_Exercise data_

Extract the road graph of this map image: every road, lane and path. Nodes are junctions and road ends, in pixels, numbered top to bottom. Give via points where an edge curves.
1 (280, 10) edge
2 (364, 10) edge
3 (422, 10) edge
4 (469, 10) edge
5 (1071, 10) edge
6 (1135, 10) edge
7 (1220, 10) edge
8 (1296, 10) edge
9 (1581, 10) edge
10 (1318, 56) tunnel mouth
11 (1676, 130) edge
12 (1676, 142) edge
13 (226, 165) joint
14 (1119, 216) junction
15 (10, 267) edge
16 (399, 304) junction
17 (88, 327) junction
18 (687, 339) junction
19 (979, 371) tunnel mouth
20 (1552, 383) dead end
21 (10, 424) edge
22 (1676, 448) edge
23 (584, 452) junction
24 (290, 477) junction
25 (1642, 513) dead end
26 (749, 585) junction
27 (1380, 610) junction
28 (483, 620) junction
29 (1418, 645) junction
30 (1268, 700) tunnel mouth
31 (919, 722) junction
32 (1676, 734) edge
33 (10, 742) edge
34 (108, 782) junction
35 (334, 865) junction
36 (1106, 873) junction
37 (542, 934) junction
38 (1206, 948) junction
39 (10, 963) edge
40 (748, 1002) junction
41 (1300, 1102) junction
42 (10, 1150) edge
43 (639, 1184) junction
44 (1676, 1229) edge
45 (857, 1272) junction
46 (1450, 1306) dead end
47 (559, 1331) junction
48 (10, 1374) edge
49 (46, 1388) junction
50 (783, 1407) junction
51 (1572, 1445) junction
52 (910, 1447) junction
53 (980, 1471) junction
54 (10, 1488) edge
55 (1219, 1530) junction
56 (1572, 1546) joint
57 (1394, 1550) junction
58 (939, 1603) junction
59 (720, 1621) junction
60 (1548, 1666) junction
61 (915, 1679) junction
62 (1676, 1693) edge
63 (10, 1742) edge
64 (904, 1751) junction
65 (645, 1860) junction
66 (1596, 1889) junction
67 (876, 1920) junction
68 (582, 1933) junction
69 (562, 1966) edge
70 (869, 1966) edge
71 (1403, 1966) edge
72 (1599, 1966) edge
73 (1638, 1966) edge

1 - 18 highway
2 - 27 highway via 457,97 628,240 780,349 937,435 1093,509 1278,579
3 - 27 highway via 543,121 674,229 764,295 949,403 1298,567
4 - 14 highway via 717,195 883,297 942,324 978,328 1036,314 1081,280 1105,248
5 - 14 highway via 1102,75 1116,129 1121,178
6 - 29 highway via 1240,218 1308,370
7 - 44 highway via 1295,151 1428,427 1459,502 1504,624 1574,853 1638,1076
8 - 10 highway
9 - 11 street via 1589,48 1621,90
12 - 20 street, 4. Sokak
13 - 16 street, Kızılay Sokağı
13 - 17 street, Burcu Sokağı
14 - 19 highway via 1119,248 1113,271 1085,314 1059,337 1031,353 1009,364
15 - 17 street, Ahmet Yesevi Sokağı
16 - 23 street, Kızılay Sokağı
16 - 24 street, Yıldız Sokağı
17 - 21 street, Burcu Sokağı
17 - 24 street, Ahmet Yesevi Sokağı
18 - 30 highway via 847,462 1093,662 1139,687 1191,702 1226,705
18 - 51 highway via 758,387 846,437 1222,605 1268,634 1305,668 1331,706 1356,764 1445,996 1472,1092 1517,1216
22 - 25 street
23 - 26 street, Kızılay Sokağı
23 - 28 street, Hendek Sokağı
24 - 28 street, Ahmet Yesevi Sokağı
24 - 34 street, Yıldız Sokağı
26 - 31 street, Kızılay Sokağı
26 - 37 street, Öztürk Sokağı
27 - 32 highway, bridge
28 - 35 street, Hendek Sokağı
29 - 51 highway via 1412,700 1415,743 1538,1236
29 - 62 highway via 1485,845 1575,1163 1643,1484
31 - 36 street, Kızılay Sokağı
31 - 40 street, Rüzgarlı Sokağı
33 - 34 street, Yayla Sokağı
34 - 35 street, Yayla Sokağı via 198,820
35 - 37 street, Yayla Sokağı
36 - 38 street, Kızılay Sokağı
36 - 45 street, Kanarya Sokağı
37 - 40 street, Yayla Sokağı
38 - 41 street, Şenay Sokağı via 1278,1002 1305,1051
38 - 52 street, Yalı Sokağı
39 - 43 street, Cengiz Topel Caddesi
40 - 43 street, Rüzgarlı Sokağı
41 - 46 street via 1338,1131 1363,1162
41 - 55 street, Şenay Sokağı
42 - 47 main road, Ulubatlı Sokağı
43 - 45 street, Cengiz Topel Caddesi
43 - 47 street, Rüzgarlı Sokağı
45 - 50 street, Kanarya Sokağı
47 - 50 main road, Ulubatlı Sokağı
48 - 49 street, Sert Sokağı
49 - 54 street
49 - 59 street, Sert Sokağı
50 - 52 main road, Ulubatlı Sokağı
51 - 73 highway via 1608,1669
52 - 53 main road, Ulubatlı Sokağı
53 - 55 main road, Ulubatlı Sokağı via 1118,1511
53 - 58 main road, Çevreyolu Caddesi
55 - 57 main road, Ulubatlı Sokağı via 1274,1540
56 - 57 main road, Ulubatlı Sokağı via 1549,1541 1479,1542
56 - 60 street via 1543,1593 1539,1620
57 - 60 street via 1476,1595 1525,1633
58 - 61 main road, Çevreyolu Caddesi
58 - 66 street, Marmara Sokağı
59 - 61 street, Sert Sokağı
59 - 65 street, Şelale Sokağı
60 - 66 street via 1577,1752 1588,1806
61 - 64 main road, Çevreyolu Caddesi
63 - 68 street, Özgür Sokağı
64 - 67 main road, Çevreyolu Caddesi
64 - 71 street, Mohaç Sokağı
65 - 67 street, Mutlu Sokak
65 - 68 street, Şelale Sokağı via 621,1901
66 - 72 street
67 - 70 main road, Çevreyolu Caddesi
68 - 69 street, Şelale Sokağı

_Instructions for the task_
Please copy out the data above exactly.

_Task output_
Extract the road graph of this map image: every road, lane and path. Nodes are junctions and road ends, in pixels, numbered top to bottom. Give via points where an edge curves.
1 (280, 10) edge
2 (364, 10) edge
3 (422, 10) edge
4 (469, 10) edge
5 (1071, 10) edge
6 (1135, 10) edge
7 (1220, 10) edge
8 (1296, 10) edge
9 (1581, 10) edge
10 (1318, 56) tunnel mouth
11 (1676, 130) edge
12 (1676, 142) edge
13 (226, 165) joint
14 (1119, 216) junction
15 (10, 267) edge
16 (399, 304) junction
17 (88, 327) junction
18 (687, 339) junction
19 (979, 371) tunnel mouth
20 (1552, 383) dead end
21 (10, 424) edge
22 (1676, 448) edge
23 (584, 452) junction
24 (290, 477) junction
25 (1642, 513) dead end
26 (749, 585) junction
27 (1380, 610) junction
28 (483, 620) junction
29 (1418, 645) junction
30 (1268, 700) tunnel mouth
31 (919, 722) junction
32 (1676, 734) edge
33 (10, 742) edge
34 (108, 782) junction
35 (334, 865) junction
36 (1106, 873) junction
37 (542, 934) junction
38 (1206, 948) junction
39 (10, 963) edge
40 (748, 1002) junction
41 (1300, 1102) junction
42 (10, 1150) edge
43 (639, 1184) junction
44 (1676, 1229) edge
45 (857, 1272) junction
46 (1450, 1306) dead end
47 (559, 1331) junction
48 (10, 1374) edge
49 (46, 1388) junction
50 (783, 1407) junction
51 (1572, 1445) junction
52 (910, 1447) junction
53 (980, 1471) junction
54 (10, 1488) edge
55 (1219, 1530) junction
56 (1572, 1546) joint
57 (1394, 1550) junction
58 (939, 1603) junction
59 (720, 1621) junction
60 (1548, 1666) junction
61 (915, 1679) junction
62 (1676, 1693) edge
63 (10, 1742) edge
64 (904, 1751) junction
65 (645, 1860) junction
66 (1596, 1889) junction
67 (876, 1920) junction
68 (582, 1933) junction
69 (562, 1966) edge
70 (869, 1966) edge
71 (1403, 1966) edge
72 (1599, 1966) edge
73 (1638, 1966) edge

1 - 18 highway
2 - 27 highway via 457,97 628,240 780,349 937,435 1093,509 1278,579
3 - 27 highway via 543,121 674,229 764,295 949,403 1298,567
4 - 14 highway via 717,195 883,297 942,324 978,328 1036,314 1081,280 1105,248
5 - 14 highway via 1102,75 1116,129 1121,178
6 - 29 highway via 1240,218 1308,370
7 - 44 highway via 1295,151 1428,427 1459,502 1504,624 1574,853 1638,1076
8 - 10 highway
9 - 11 street via 1589,48 1621,90
12 - 20 street, 4. Sokak
13 - 16 street, Kızılay Sokağı
13 - 17 street, Burcu Sokağı
14 - 19 highway via 1119,248 1113,271 1085,314 1059,337 1031,353 1009,364
15 - 17 street, Ahmet Yesevi Sokağı
16 - 23 street, Kızılay Sokağı
16 - 24 street, Yıldız Sokağı
17 - 21 street, Burcu Sokağı
17 - 24 street, Ahmet Yesevi Sokağı
18 - 30 highway via 847,462 1093,662 1139,687 1191,702 1226,705
18 - 51 highway via 758,387 846,437 1222,605 1268,634 1305,668 1331,706 1356,764 1445,996 1472,1092 1517,1216
22 - 25 street
23 - 26 street, Kızılay Sokağı
23 - 28 street, Hendek Sokağı
24 - 28 street, Ahmet Yesevi Sokağı
24 - 34 street, Yıldız Sokağı
26 - 31 street, Kızılay Sokağı
26 - 37 street, Öztürk Sokağı
27 - 32 highway, bridge
28 - 35 street, Hendek Sokağı
29 - 51 highway via 1412,700 1415,743 1538,1236
29 - 62 highway via 1485,845 1575,1163 1643,1484
31 - 36 street, Kızılay Sokağı
31 - 40 street, Rüzgarlı Sokağı
33 - 34 street, Yayla Sokağı
34 - 35 street, Yayla Sokağı via 198,820
35 - 37 street, Yayla Sokağı
36 - 38 street, Kızılay Sokağı
36 - 45 street, Kanarya Sokağı
37 - 40 street, Yayla Sokağı
38 - 41 street, Şenay Sokağı via 1278,1002 1305,1051
38 - 52 street, Yalı Sokağı
39 - 43 street, Cengiz Topel Caddesi
40 - 43 street, Rüzgarlı Sokağı
41 - 46 street via 1338,1131 1363,1162
41 - 55 street, Şenay Sokağı
42 - 47 main road, Ulubatlı Sokağı
43 - 45 street, Cengiz Topel Caddesi
43 - 47 street, Rüzgarlı Sokağı
45 - 50 street, Kanarya Sokağı
47 - 50 main road, Ulubatlı Sokağı
48 - 49 street, Sert Sokağı
49 - 54 street
49 - 59 street, Sert Sokağı
50 - 52 main road, Ulubatlı Sokağı
51 - 73 highway via 1608,1669
52 - 53 main road, Ulubatlı Sokağı
53 - 55 main road, Ulubatlı Sokağı via 1118,1511
53 - 58 main road, Çevreyolu Caddesi
55 - 57 main road, Ulubatlı Sokağı via 1274,1540
56 - 57 main road, Ulubatlı Sokağı via 1549,1541 1479,1542
56 - 60 street via 1543,1593 1539,1620
57 - 60 street via 1476,1595 1525,1633
58 - 61 main road, Çevreyolu Caddesi
58 - 66 street, Marmara Sokağı
59 - 61 street, Sert Sokağı
59 - 65 street, Şelale Sokağı
60 - 66 street via 1577,1752 1588,1806
61 - 64 main road, Çevreyolu Caddesi
63 - 68 street, Özgür Sokağı
64 - 67 main road, Çevreyolu Caddesi
64 - 71 street, Mohaç Sokağı
65 - 67 street, Mutlu Sokak
65 - 68 street, Şelale Sokağı via 621,1901
66 - 72 street
67 - 70 main road, Çevreyolu Caddesi
68 - 69 street, Şelale Sokağı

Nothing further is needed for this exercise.